### SOURCE MATERIAL ###
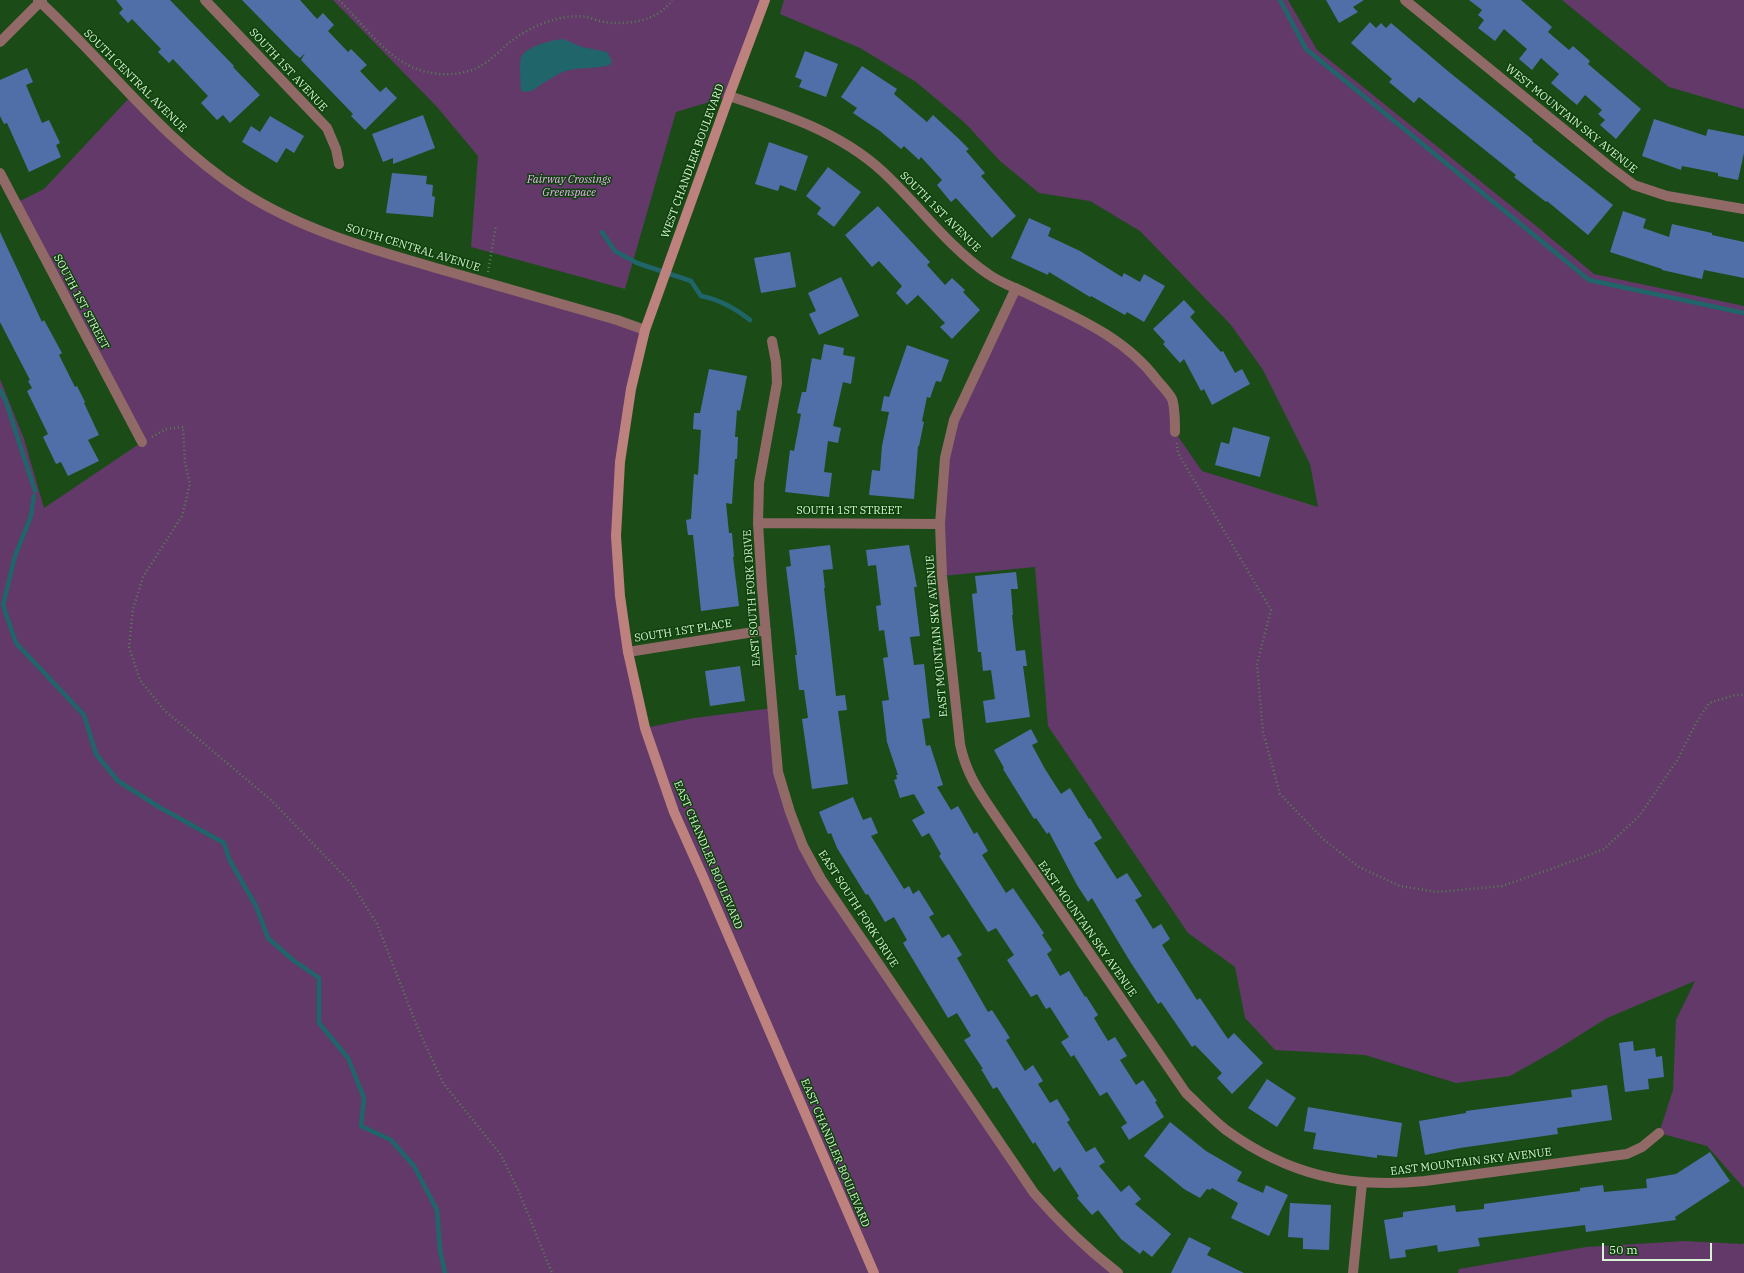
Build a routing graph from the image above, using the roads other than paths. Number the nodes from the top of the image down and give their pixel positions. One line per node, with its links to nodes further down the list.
1 (205, 0): 7 (street, SOUTH 1ST AVENUE)
2 (765, 0): 6 (main road, WEST CHANDLER BOULEVARD)
3 (1405, 0): 9 (street, WEST MOUNTAIN SKY AVENUE)
4 (40, 1): 5 (street); 11 (street, SOUTH CENTRAL AVENUE)
5 (0, 42)
6 (729, 96): 10 (street, SOUTH 1ST AVENUE); 11 (main road, WEST CHANDLER BOULEVARD)
7 (339, 164)
8 (0, 173): 14 (street, SOUTH 1ST STREET)
9 (1744, 209)
10 (1016, 288): 13 (street, SOUTH 1ST AVENUE); 16 (street, EAST MOUNTAIN SKY AVENUE)
11 (645, 330): 18 (main road, EAST CHANDLER BOULEVARD)
12 (772, 341): 15 (street, EAST SOUTH FORK DRIVE)
13 (1175, 432)
14 (142, 442)
15 (758, 523): 16 (street, SOUTH 1ST STREET); 17 (street, EAST SOUTH FORK DRIVE)
16 (940, 524): 20 (street, EAST MOUNTAIN SKY AVENUE)
17 (766, 630): 18 (street, SOUTH 1ST PLACE); 22 (street, EAST SOUTH FORK DRIVE)
18 (628, 652): 21 (main road, EAST CHANDLER BOULEVARD)
19 (1659, 1133): 20 (street, EAST MOUNTAIN SKY AVENUE)
20 (1362, 1183): 23 (street)
21 (874, 1273)
22 (1118, 1273)
23 (1353, 1273)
###
Output a faithful copy of the data, with each picture left out.

◆ **COMPLETED EXERCISE**
Build a routing graph from the image above, using the roads other than paths. Number the nodes from the top of the image down and give their pixel positions. One line per node, with its links to nodes further down the list.
1 (205, 0): 7 (street, SOUTH 1ST AVENUE)
2 (765, 0): 6 (main road, WEST CHANDLER BOULEVARD)
3 (1405, 0): 9 (street, WEST MOUNTAIN SKY AVENUE)
4 (40, 1): 5 (street); 11 (street, SOUTH CENTRAL AVENUE)
5 (0, 42)
6 (729, 96): 10 (street, SOUTH 1ST AVENUE); 11 (main road, WEST CHANDLER BOULEVARD)
7 (339, 164)
8 (0, 173): 14 (street, SOUTH 1ST STREET)
9 (1744, 209)
10 (1016, 288): 13 (street, SOUTH 1ST AVENUE); 16 (street, EAST MOUNTAIN SKY AVENUE)
11 (645, 330): 18 (main road, EAST CHANDLER BOULEVARD)
12 (772, 341): 15 (street, EAST SOUTH FORK DRIVE)
13 (1175, 432)
14 (142, 442)
15 (758, 523): 16 (street, SOUTH 1ST STREET); 17 (street, EAST SOUTH FORK DRIVE)
16 (940, 524): 20 (street, EAST MOUNTAIN SKY AVENUE)
17 (766, 630): 18 (street, SOUTH 1ST PLACE); 22 (street, EAST SOUTH FORK DRIVE)
18 (628, 652): 21 (main road, EAST CHANDLER BOULEVARD)
19 (1659, 1133): 20 (street, EAST MOUNTAIN SKY AVENUE)
20 (1362, 1183): 23 (street)
21 (874, 1273)
22 (1118, 1273)
23 (1353, 1273)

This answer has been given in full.